RedirecTT-1 is a phase Ib study investigating the combination of teclistamab,1 a first-in-class bispecific B-cell maturation antigen (BCMA)-directed antibody, and talquetamab,2 a bispecific antibody targeting the novel myeloma antigen GPRC5D, in 93 patients with heavily pretreated multiple myeloma (MM). This is the first study on combinations of two bispecific antibodies that has ever been reported in hematologic malignancies.

Data presented at this year’s European Hematology Association (EHA) showed that the safety profile of the combination therapy was consistent with prior reports for the teclistamab and talquetamab as single agents, with no new safety signals or additive toxicity.3 Cytokine release syndrome (CRS) of any grade occurred in around three-quarters of patients in both the overall population and the recommended phase II regimen (RP2R) group, while only five patients experienced immune effector cell-associated neurotoxicity syndrome (ICAN). Notably, the infection rate was similar to that reported with single-agent teclistamab at approximately 80% for RP2R.

In terms of efficacy, the overall response rate (ORR) was 86.6% across dose levels and 96.3% in the RP2R group, including a complete response (CR) rate of 42.9% in patients receiving the optimal dose. The median duration of response (DoR) was not reached in either population but over 70% of patients continued the therapy at the last follow-up. Importantly, high response rates were also observed in patients with extramedullary disease (EMD) (n=35). In this challenging MM patient population, the ORR and CR rates were 85.7% and 28.6% in the RP2R group, with a median DoR not reached.

These exciting data from RedirecTT-1 represent a new hope for patients with relapsed/refractory multiple myeloma (RRMM) that may prove especially relevant for aggressive hard-to-treat EMD. Indeed, an EMD expansion cohort is planned to confirm these promising data.

Although it is too early to draw definite conclusions, the combination of teclistamab plus talquetamab appears very effective in MM patients. Potentially, this regimen may become a new standard of care (SoC) not only in heavily pretreated patients but also as an early-line treatment option for RRMM. It is, however, important to keep in mind that these two molecules are currently being also investigated in various combinations with other treatment options, such as anti-CD38 monoclonal antibodies, immunomodulatory drugs (IMiDs), γ-secretase inhibitors and programmed cell death protein (PD-1) inhibitors. A longer follow-up and more data are needed to identify optimal combinations for each disease stage and MM patient populations that would benefit the most.

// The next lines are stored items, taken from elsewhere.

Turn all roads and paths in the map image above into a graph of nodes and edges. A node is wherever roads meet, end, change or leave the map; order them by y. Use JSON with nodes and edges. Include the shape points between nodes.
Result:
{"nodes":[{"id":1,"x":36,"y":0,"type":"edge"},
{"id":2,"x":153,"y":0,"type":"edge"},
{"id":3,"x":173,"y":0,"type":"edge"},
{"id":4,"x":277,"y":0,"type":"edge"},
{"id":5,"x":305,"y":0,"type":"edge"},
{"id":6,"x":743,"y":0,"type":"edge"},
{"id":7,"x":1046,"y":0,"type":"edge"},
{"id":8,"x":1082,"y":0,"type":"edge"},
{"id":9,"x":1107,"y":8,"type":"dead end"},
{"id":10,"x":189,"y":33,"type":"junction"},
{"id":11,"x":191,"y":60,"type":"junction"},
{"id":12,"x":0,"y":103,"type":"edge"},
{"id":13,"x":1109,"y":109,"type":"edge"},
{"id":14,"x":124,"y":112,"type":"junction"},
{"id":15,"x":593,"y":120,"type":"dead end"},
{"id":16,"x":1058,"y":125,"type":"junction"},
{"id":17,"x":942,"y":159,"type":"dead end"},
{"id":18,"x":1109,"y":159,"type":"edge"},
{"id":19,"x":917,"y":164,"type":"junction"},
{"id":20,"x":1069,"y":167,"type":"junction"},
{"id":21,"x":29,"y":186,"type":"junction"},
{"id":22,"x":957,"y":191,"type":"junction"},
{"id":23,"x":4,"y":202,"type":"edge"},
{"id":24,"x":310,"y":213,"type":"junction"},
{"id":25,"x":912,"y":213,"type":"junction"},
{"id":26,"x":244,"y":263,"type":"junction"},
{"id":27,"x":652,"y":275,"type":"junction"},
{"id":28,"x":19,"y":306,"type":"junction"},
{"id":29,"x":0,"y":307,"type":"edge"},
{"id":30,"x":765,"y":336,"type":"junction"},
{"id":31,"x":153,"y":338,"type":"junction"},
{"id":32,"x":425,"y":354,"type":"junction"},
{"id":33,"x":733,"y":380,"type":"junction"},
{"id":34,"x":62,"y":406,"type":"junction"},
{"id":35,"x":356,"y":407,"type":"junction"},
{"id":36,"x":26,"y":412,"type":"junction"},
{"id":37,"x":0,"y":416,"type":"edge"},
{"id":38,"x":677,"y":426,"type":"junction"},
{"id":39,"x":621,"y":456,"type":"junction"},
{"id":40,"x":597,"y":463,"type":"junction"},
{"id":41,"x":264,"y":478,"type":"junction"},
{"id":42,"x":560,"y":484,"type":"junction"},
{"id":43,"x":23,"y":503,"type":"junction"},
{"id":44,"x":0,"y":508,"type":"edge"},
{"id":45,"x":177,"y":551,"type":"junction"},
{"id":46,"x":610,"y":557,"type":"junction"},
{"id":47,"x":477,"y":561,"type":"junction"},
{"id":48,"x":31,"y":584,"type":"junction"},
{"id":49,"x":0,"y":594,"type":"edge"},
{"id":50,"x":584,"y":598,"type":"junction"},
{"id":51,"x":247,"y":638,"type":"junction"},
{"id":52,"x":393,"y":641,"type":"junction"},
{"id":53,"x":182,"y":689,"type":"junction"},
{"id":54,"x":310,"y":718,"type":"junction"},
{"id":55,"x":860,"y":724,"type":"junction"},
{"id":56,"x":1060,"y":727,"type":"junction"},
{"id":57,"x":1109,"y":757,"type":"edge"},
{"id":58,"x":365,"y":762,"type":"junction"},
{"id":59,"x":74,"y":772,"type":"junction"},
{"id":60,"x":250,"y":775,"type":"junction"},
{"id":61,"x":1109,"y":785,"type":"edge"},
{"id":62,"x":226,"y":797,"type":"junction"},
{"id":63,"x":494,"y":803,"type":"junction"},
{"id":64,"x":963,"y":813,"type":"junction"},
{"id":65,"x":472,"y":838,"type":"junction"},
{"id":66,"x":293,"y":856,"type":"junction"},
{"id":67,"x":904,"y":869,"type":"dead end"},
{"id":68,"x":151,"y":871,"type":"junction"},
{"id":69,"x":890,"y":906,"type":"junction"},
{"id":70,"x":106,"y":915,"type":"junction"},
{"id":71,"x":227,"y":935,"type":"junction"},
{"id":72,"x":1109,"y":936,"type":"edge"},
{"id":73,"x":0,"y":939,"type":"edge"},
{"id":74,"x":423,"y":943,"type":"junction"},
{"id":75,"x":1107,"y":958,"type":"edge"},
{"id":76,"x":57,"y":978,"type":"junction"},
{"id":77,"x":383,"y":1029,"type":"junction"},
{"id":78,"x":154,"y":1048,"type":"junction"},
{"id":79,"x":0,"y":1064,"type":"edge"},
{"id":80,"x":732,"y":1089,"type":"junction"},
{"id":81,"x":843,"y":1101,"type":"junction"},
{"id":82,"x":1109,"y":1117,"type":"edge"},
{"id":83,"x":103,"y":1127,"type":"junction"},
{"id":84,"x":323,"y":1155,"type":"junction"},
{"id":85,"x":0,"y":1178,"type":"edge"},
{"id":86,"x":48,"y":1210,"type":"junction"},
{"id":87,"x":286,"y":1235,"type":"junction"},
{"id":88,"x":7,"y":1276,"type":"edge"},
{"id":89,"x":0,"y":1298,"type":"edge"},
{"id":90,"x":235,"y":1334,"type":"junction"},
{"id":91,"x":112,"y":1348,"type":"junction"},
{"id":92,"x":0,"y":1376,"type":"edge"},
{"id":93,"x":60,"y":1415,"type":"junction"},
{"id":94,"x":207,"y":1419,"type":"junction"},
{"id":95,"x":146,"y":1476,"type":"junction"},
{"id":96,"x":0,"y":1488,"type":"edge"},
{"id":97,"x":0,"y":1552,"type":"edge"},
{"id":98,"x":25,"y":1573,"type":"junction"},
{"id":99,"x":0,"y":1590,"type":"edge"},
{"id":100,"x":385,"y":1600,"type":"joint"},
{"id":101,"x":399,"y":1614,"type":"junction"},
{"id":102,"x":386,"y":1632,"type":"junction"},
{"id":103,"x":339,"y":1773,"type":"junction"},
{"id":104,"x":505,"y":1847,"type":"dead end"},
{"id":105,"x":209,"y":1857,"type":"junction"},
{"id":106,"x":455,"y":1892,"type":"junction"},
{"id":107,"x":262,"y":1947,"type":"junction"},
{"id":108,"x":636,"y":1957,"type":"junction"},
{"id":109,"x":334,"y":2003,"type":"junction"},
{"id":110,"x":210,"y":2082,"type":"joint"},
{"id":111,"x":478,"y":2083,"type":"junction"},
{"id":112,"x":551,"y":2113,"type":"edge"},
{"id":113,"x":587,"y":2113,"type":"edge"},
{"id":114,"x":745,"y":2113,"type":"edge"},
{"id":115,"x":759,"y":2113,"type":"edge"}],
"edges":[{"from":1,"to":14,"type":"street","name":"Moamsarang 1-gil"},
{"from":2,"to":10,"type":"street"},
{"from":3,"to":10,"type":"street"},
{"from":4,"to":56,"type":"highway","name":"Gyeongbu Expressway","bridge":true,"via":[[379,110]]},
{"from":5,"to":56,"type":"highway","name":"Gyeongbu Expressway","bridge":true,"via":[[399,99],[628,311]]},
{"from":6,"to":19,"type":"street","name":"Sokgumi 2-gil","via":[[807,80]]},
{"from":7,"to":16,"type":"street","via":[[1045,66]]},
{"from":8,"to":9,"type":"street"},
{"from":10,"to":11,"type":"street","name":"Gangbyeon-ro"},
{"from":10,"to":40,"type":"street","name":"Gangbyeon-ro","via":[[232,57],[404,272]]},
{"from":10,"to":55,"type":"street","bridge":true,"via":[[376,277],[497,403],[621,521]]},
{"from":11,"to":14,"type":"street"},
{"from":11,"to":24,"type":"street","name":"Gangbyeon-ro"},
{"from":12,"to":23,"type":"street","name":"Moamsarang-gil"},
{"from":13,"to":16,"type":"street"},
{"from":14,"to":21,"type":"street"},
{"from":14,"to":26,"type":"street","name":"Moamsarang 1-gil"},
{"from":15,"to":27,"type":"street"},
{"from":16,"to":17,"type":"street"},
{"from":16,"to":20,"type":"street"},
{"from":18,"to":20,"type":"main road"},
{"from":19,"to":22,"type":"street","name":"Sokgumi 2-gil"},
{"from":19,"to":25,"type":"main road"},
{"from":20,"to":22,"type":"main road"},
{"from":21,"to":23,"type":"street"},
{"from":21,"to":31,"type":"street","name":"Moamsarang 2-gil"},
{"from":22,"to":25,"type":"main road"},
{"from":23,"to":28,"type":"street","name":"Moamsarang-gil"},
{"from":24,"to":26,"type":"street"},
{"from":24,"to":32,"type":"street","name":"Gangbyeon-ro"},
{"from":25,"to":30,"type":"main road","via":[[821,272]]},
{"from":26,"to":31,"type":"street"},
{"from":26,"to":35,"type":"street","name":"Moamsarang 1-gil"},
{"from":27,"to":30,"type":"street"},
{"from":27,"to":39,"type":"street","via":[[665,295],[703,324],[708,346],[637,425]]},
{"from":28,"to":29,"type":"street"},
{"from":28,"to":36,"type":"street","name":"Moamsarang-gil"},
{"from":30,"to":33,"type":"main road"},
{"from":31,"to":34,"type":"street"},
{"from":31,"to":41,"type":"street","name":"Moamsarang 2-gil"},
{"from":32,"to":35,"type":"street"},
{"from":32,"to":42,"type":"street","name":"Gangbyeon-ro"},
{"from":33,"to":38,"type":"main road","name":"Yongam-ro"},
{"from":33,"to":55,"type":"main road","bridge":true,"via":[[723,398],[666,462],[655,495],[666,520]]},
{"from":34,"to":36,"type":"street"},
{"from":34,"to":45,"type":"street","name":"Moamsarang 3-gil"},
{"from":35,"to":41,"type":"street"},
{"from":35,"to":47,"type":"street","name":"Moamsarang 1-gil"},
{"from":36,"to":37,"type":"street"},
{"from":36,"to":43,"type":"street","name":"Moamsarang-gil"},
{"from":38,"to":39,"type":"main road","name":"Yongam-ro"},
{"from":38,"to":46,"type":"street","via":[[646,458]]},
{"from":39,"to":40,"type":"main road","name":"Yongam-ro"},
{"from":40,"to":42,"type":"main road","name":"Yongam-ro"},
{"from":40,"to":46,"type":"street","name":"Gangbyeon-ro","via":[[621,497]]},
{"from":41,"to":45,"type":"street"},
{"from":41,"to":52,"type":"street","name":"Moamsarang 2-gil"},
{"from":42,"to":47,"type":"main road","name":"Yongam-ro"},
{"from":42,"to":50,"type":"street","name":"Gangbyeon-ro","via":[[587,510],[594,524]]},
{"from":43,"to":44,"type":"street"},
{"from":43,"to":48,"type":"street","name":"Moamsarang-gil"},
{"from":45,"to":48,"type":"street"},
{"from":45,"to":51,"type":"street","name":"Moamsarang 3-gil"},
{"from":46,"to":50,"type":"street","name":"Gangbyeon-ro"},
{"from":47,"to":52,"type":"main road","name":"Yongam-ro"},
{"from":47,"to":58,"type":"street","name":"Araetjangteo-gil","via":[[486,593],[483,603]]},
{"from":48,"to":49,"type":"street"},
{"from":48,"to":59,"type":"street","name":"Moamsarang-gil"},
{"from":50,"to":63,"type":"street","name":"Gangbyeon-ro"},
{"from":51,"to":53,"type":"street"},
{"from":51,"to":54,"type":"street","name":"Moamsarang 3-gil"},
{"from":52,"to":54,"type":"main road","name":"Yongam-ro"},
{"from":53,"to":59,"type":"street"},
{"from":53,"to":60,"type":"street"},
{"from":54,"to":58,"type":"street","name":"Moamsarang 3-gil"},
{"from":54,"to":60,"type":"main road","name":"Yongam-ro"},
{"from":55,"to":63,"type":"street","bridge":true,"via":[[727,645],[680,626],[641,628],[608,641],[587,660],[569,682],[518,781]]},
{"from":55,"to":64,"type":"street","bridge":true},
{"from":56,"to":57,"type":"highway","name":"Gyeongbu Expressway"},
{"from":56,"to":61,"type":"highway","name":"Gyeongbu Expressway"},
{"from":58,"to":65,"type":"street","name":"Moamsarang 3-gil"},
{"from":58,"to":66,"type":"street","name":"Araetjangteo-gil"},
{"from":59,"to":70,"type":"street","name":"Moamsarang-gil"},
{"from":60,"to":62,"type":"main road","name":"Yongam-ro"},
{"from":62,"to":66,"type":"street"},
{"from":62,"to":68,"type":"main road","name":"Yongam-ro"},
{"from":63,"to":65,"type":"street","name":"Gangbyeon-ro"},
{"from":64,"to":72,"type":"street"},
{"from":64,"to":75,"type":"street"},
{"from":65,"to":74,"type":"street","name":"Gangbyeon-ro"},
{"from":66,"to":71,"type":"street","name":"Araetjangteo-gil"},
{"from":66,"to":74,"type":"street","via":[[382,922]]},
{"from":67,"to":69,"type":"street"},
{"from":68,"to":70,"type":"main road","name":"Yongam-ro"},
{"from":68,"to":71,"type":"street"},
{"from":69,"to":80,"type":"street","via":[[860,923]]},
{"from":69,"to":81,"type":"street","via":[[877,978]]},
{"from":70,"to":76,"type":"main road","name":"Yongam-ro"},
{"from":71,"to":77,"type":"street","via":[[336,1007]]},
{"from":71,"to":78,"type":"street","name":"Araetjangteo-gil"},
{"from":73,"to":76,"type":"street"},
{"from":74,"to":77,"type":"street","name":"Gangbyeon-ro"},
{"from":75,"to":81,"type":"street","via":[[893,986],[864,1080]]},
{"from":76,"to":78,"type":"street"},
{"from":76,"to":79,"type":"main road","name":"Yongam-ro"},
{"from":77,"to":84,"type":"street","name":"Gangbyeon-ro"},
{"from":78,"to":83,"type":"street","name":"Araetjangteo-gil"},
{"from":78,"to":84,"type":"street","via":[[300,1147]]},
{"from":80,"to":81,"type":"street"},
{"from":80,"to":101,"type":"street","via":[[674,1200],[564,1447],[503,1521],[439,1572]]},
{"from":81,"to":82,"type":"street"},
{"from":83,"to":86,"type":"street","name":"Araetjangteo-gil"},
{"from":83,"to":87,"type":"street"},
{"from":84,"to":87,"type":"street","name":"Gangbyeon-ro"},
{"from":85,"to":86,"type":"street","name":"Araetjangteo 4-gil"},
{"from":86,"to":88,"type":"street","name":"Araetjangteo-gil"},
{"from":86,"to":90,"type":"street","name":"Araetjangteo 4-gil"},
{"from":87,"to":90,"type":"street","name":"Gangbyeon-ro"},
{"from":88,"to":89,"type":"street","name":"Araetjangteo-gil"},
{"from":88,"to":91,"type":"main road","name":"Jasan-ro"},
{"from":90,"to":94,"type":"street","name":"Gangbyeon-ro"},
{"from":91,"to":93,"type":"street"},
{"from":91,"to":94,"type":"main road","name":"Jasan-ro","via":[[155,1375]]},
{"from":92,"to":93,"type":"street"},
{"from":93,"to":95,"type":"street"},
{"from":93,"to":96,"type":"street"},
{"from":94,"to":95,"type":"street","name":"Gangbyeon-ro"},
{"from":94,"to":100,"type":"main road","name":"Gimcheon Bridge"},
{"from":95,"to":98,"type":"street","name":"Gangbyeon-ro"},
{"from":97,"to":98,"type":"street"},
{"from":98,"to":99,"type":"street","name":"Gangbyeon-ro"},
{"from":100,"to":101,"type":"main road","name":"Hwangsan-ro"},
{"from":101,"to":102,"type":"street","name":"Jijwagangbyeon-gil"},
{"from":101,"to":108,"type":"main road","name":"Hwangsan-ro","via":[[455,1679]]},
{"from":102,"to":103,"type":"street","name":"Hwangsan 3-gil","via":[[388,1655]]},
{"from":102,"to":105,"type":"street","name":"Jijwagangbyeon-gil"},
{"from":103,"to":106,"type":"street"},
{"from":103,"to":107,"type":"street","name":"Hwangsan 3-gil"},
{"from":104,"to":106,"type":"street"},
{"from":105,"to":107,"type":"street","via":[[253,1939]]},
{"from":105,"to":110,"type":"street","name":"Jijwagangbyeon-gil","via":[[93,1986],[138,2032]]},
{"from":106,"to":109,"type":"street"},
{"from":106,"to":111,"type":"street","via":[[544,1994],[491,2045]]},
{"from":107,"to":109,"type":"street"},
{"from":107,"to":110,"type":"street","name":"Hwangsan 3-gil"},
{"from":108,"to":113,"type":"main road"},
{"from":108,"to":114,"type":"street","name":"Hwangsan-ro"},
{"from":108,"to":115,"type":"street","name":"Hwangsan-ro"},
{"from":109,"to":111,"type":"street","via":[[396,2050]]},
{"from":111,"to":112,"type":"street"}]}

Emerging novel agents and combinations in MM

The therapeutic landscape of RRMM is rapidly evolving with many novel molecules being developed over the past years, including highly active bispecific antibodies targeting BCMA, GPRC5D and FcRH5. After demonstrating clinical activity as single agents, these new immunotherapy drugs are currently being combined with various SoC regimens in the MM setting. The attractive combination partners for the new immunotherapy approaches are IMiDs and CD38 antibodies, while combinations with proteasome inhibitors are also being evaluated in earlier clinical trials. Data of all these upcoming combinations, not only in heavily pretreated MM patients but also in earlier lines or even as upfront therapy, are eagerly awaited.

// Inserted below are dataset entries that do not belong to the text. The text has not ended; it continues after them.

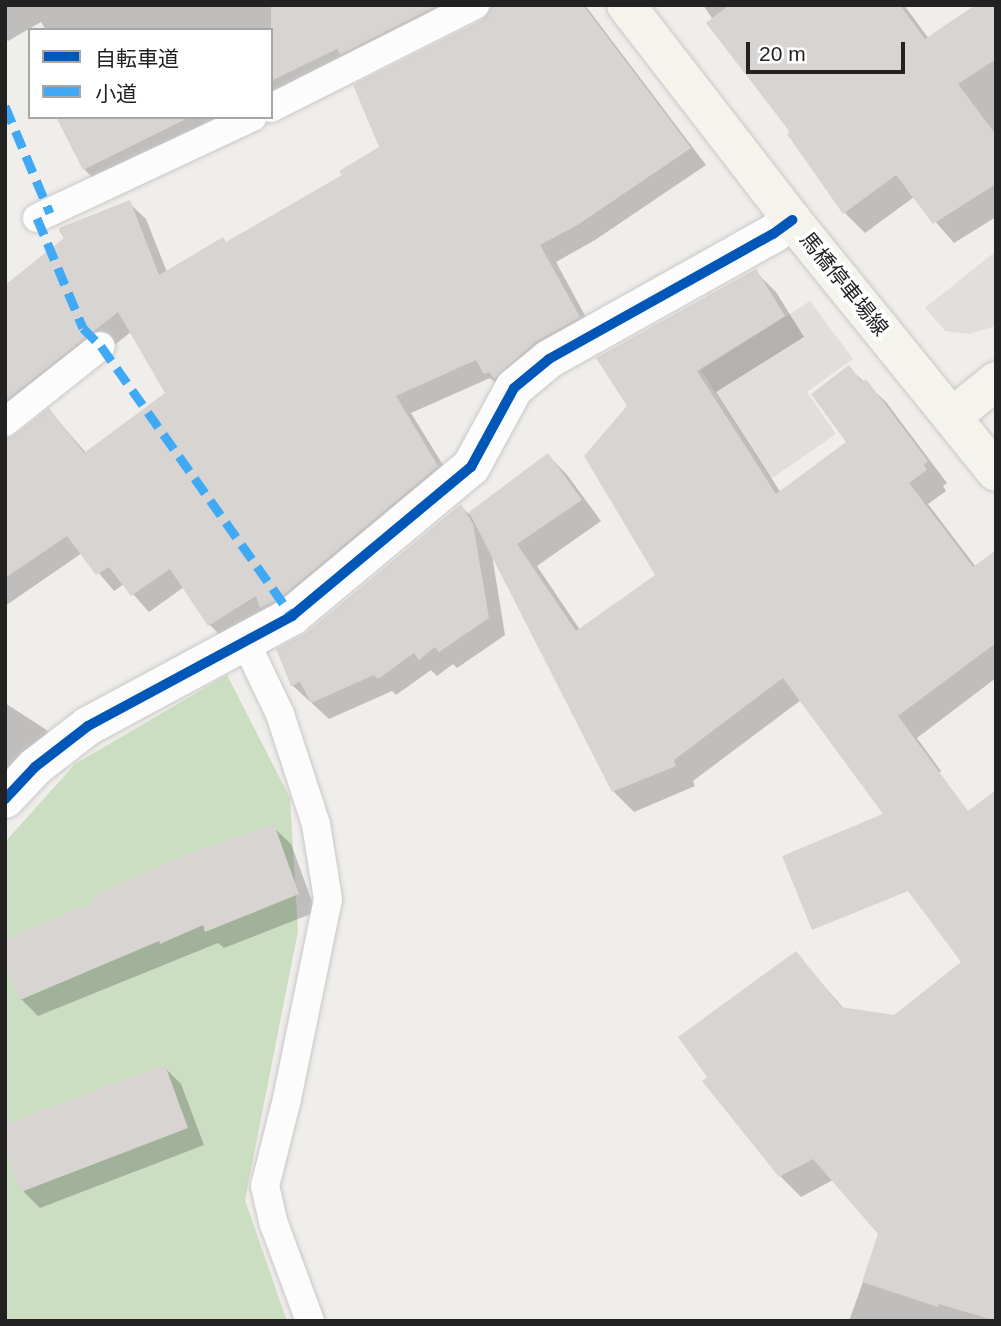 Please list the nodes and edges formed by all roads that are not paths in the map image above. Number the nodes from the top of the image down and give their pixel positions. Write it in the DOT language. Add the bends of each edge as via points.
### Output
graph roads {
  1 [pos="475,5"];
  2 [pos="626,5"];
  3 [pos="273,107"];
  4 [pos="249,119"];
  5 [pos="37,218"];
  6 [pos="792,220"];
  7 [pos="101,346"];
  8 [pos="996,381"];
  9 [pos="952,417"];
  10 [pos="5,422"];
  11 [pos="996,472"];
  12 [pos="246,643"];
  13 [pos="5,799"];
  14 [pos="310,1321"];
  1 -- 3 [label="lane"];
  2 -- 6 [label="main road, 馬橋停車場線"];
  4 -- 5 [label="lane"];
  6 -- 9 [label="main road, 馬橋停車場線"];
  6 -- 12 [label="street" via="550,359 514,388 471,467 292,616"];
  7 -- 10 [label="lane"];
  8 -- 9 [label="main road"];
  9 -- 11 [label="main road, 馬橋停車場線"];
  12 -- 13 [label="street" via="88,726 35,767"];
  12 -- 14 [label="lane" via="280,714 316,824 328,899 265,1186"];
}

Expanding treatment armamentarium for MM

The EHA 2023 Congress corroborated that new immunotherapy strategies remain the key players in the field of MM. Among them, ciltacabtagene autoleucel (cilta-cel), a BCMA-targeting chimeric antigen receptor (CAR) T-cell therapy, was the first to demonstrate unprecedented antitumor activity in earlier lines of RRMM versus SoC in a phase III trial.4 In the randomized CARTITUDE-4 study, patients with lenalidomide-refractory RRMM after 1−3 prior lines of therapy who received cilta-cel versus SoC were associated with significantly prolonged progression-free survival (PFS) (median, not reached vs 11.8 months), resulting in a 74% reduction in the risk of disease progression or death (HR: 0.26 [95% CI: 0.18‒0.38]; p<0.0001) at a median follow-up of 15.9 months. Data further showed the superiority of cilta-cel over SoC in terms of ORR (84.6% vs 67.3%) and CR rates (73.1% vs 21.8%). Alongside acceptable and consistent safety profile, these data support cilta-cel as a new early SoC therapy for lenalidomide-refractory RRMM.

This congress also offered diverse presentations reporting updated efficacy data on bispecific or monoclonal antibodies directed at targets like BCMA, GPRC5D and FcRH5RC. Several other studies showed management options for MM patients treated with these novel immunotherapy approaches. These include prophylaxis with tocilizumab to mitigate or prevent CRS and the use of immunoglobulin therapy to prevent treatment-induced infectious diseases.